[What you have to do]:
Each entry below is to be copied verbatim.

[Data provided]:
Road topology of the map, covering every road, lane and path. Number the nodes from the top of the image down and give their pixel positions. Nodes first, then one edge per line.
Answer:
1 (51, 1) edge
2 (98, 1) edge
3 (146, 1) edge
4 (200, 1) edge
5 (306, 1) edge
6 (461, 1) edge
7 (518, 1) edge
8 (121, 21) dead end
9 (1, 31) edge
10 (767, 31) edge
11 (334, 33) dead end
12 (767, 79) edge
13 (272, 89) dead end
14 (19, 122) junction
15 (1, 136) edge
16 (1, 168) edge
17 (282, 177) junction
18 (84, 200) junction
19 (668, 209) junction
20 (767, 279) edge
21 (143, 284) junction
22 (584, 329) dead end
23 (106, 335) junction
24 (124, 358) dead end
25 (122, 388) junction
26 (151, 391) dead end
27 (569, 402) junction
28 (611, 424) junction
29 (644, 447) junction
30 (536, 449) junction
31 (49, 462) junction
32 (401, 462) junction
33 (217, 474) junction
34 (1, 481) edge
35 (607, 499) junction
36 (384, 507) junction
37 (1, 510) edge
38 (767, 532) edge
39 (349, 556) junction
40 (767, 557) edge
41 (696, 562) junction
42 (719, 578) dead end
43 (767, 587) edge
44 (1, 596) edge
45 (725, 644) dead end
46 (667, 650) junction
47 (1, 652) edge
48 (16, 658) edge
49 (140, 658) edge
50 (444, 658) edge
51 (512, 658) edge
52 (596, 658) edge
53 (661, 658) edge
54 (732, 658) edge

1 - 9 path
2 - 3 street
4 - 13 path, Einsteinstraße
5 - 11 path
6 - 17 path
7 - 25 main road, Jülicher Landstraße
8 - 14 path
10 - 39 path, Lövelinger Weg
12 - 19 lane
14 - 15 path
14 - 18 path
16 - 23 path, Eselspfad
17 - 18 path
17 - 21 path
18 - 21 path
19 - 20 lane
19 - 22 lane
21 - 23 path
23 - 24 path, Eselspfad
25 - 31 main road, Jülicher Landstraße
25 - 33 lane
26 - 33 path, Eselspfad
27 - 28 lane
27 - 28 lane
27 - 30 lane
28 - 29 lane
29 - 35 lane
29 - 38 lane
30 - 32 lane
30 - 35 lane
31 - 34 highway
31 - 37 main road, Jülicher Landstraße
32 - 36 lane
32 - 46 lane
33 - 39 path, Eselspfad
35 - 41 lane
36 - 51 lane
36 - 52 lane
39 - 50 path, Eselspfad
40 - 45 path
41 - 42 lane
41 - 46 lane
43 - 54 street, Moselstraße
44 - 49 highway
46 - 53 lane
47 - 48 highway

[Output below]:
Road topology of the map, covering every road, lane and path. Number the nodes from the top of the image down and give their pixel positions. Nodes first, then one edge per line.
Answer:
1 (51, 1) edge
2 (98, 1) edge
3 (146, 1) edge
4 (200, 1) edge
5 (306, 1) edge
6 (461, 1) edge
7 (518, 1) edge
8 (121, 21) dead end
9 (1, 31) edge
10 (767, 31) edge
11 (334, 33) dead end
12 (767, 79) edge
13 (272, 89) dead end
14 (19, 122) junction
15 (1, 136) edge
16 (1, 168) edge
17 (282, 177) junction
18 (84, 200) junction
19 (668, 209) junction
20 (767, 279) edge
21 (143, 284) junction
22 (584, 329) dead end
23 (106, 335) junction
24 (124, 358) dead end
25 (122, 388) junction
26 (151, 391) dead end
27 (569, 402) junction
28 (611, 424) junction
29 (644, 447) junction
30 (536, 449) junction
31 (49, 462) junction
32 (401, 462) junction
33 (217, 474) junction
34 (1, 481) edge
35 (607, 499) junction
36 (384, 507) junction
37 (1, 510) edge
38 (767, 532) edge
39 (349, 556) junction
40 (767, 557) edge
41 (696, 562) junction
42 (719, 578) dead end
43 (767, 587) edge
44 (1, 596) edge
45 (725, 644) dead end
46 (667, 650) junction
47 (1, 652) edge
48 (16, 658) edge
49 (140, 658) edge
50 (444, 658) edge
51 (512, 658) edge
52 (596, 658) edge
53 (661, 658) edge
54 (732, 658) edge

1 - 9 path
2 - 3 street
4 - 13 path, Einsteinstraße
5 - 11 path
6 - 17 path
7 - 25 main road, Jülicher Landstraße
8 - 14 path
10 - 39 path, Lövelinger Weg
12 - 19 lane
14 - 15 path
14 - 18 path
16 - 23 path, Eselspfad
17 - 18 path
17 - 21 path
18 - 21 path
19 - 20 lane
19 - 22 lane
21 - 23 path
23 - 24 path, Eselspfad
25 - 31 main road, Jülicher Landstraße
25 - 33 lane
26 - 33 path, Eselspfad
27 - 28 lane
27 - 28 lane
27 - 30 lane
28 - 29 lane
29 - 35 lane
29 - 38 lane
30 - 32 lane
30 - 35 lane
31 - 34 highway
31 - 37 main road, Jülicher Landstraße
32 - 36 lane
32 - 46 lane
33 - 39 path, Eselspfad
35 - 41 lane
36 - 51 lane
36 - 52 lane
39 - 50 path, Eselspfad
40 - 45 path
41 - 42 lane
41 - 46 lane
43 - 54 street, Moselstraße
44 - 49 highway
46 - 53 lane
47 - 48 highway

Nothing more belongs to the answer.